Lebih ironinya lagi, tak jarang diantara mereka yang menggunakan uang haram untuk membiayai perjalanan suci itu menuju Baitullah.
Mempunyai gelar haji namun perilaku jauh dari ajaran Nabi Muhammad SAW. Na’udzubillah... Ini bukan haji mabrur lagi. Menyandang status Haji tetapi perangai buruk masih melekat dan mengakar kuat dalam diri.
Na’udzubillah tsumma na’dzubillah..
Perjalanan itu hanya membuang-buang uang dan waktu. Mereka hanya berstatus haji di dunia saja, tetapi di akhirat samasekali tidak akan mendapat apa-apa. Bukan haji mabrur yang didapat, melainkan haji mabur (haji terbang, baca:Jawa).
Kesunyataan ini sama dengan orang yang berpuasa namun masih senang berkata-kata kotor, rasa haus dan lapar yang sia-sia.
Padahal ulat, setelah bertapa selama 41 hari, ia berubah menjadi kupu-kupu nan indah, Allah pun suka. Maka mengapa manusia tidak mencontohnya?
“Setelah manusia bertapa di Makkah yang Indah, mengapa setelah pulang masih dalam rupa yang sama!”
Haji Mabrur
Lalu bagaimana agar haji kita bisa mabrur? Maka ada baiknya sejenak mari kita renungkan hakikat makna tentang haji. Bahwa ibadah haji sebenarnya adalah jalan menuju “makrifatullah”.
“
Makkah adalah pusar kita, ka’bah adalah hati kita. Sementara pintu Ka’bah adalah pintu hati kita, Hajar Aswad adalah ulu hati kita. Sebagaimana sebuah ungkapan: Qalbun mukmin kabaitullah.
“
Bahwa saat melaksanakan ibadah haji, tak ubahnya kita sedang berkunjung dan berkeliling dalam Pusat Hati sendiri.
Di dalamnya kita bertawaf mengeliligi Baitullah Al-Haram, berlari-lari kecil (sa’i) di antara Shafa (ketenangan yang murni) dan Marwa (pikiran yang mawas), wukuf atau berdiam dalam tafakur di Arafah (tempat yang mulia), dan amalan-amalan lain sebagainya.
Lebih jauh, mari kita runut dari makna ihram dimana hakikat maknanya adalah mengembalikan diri kepada Allah; kita berasal dari yang suci, kembali pula ke yang suci.
Hakikat wukuf di Arafah adalah momentum pertemuan antara roh yang tujuh pada kosong (0).

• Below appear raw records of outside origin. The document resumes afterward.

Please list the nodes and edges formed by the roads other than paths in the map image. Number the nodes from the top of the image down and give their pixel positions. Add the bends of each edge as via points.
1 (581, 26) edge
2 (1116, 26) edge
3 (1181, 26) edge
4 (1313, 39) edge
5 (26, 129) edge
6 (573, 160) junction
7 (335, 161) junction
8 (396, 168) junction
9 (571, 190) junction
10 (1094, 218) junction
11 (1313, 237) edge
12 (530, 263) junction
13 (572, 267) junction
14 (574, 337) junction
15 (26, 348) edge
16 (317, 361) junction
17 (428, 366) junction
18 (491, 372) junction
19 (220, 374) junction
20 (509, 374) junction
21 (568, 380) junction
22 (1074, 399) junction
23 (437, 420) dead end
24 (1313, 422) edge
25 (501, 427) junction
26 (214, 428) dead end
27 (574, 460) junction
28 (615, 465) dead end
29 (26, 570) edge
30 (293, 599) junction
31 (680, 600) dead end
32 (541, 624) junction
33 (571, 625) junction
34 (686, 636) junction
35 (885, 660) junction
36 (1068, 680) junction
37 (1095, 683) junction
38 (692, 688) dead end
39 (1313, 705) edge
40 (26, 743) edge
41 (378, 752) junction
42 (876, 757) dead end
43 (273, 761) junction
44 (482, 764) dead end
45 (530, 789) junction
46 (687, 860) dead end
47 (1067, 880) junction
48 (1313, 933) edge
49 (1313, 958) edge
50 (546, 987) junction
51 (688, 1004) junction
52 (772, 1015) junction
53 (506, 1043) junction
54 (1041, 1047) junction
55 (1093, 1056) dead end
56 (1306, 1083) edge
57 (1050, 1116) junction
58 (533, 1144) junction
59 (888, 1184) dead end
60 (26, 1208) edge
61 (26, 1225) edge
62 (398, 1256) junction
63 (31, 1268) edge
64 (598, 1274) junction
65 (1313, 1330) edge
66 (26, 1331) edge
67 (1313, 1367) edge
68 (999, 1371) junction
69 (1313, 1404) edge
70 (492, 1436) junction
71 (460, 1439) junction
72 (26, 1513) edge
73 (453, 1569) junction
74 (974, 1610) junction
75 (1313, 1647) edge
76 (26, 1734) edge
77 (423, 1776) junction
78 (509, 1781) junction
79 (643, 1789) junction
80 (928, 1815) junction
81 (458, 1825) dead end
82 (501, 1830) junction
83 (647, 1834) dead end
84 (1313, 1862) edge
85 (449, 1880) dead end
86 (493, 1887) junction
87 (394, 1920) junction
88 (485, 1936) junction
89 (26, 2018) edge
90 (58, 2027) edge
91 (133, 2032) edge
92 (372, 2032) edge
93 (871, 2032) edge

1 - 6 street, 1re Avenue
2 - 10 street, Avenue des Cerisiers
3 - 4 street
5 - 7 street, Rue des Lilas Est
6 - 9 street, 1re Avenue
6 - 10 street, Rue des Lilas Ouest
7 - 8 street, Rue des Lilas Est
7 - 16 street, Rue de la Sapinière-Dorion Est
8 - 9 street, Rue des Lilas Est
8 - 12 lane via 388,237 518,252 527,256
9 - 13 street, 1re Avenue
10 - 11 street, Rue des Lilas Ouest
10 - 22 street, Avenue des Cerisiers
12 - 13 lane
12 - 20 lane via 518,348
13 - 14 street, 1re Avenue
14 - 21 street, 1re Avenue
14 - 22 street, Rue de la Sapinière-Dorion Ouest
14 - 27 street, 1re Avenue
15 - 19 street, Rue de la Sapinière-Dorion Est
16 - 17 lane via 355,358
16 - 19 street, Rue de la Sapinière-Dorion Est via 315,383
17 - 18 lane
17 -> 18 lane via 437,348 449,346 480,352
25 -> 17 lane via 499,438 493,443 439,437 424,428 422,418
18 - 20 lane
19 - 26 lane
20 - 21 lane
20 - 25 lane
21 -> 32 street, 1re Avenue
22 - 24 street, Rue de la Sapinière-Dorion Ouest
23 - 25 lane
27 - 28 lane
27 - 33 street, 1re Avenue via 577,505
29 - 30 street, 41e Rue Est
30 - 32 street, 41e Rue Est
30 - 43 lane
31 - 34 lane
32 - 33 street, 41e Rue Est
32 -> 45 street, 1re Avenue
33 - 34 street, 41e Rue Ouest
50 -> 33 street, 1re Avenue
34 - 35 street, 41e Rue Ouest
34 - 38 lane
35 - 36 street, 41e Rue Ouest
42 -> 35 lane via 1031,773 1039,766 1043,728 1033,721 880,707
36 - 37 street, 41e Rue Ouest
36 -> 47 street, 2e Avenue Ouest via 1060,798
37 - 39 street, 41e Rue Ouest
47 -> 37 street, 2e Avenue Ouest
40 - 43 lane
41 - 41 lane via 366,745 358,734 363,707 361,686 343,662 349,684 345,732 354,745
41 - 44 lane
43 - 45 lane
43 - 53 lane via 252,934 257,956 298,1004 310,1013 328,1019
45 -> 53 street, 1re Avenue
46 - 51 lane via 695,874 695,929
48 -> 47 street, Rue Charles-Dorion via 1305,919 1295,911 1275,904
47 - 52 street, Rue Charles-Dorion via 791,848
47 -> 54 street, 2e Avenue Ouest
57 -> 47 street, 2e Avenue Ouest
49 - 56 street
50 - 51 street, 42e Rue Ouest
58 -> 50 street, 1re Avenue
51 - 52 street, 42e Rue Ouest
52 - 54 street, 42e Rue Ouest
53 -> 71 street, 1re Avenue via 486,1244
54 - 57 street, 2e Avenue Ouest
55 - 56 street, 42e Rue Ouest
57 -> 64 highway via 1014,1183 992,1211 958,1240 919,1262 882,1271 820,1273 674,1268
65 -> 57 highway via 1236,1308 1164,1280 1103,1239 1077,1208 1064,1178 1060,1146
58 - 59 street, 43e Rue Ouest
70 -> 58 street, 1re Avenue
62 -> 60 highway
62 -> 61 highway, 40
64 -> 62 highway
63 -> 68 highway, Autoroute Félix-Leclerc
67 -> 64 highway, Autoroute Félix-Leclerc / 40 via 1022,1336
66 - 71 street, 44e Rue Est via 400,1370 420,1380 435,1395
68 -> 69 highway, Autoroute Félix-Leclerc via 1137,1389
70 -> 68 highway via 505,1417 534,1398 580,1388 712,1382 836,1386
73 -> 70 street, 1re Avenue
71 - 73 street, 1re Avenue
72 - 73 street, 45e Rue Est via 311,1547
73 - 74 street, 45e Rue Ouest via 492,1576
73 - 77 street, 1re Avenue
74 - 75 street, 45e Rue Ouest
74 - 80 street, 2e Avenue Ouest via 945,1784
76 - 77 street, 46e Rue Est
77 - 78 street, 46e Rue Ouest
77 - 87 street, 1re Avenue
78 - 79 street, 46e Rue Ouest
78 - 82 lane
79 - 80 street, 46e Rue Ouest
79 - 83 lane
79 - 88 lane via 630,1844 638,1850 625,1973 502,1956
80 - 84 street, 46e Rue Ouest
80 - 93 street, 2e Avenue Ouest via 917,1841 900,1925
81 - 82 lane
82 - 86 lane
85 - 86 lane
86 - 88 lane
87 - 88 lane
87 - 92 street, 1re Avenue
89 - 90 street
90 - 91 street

Demikian thawaf ifadlah sebanyak 7 kali putaran karena Roh yang tujuh pula, yakni: Roh Rohani, Roh Jasmani, Roh Rabbani, Roh Nurani, Rohil Qudus, Roh Rahmani, dan Roh Idhafi.
Kita memulai tawaf di Ka’bah dari sebelah kiri karena bukankah hati kita pun ada di dalam dada kiri.
Sa’i antara Safa dan Marwa tujuh balikan karena sejatinya martabat itu ada tujuh: Ahdah, Wahdah, Wahidiah, Alam Ruh, Alam Misal, Alam Ajsam, Alam Insan.
Tahallul membersihkan diri karena Alloh Zahir bathin nyawa suci,Roh suci, Allahu ta’ala meliputi sekalian yg suci. Tertib apabila ketinggalan salah satu dari rukun haji, maka haji kita pun batal secara maknawi.
Demikian, semoga penjelasan tentang Haji Mab(r)ur yang sedikit ini bermanfaat untuk paramaos, dan menjadikan kita haji yang mabrur, bukan mabur. []
*) Khairul A. El Maliky, novelis, peracik kopi, suka menulis cerpen.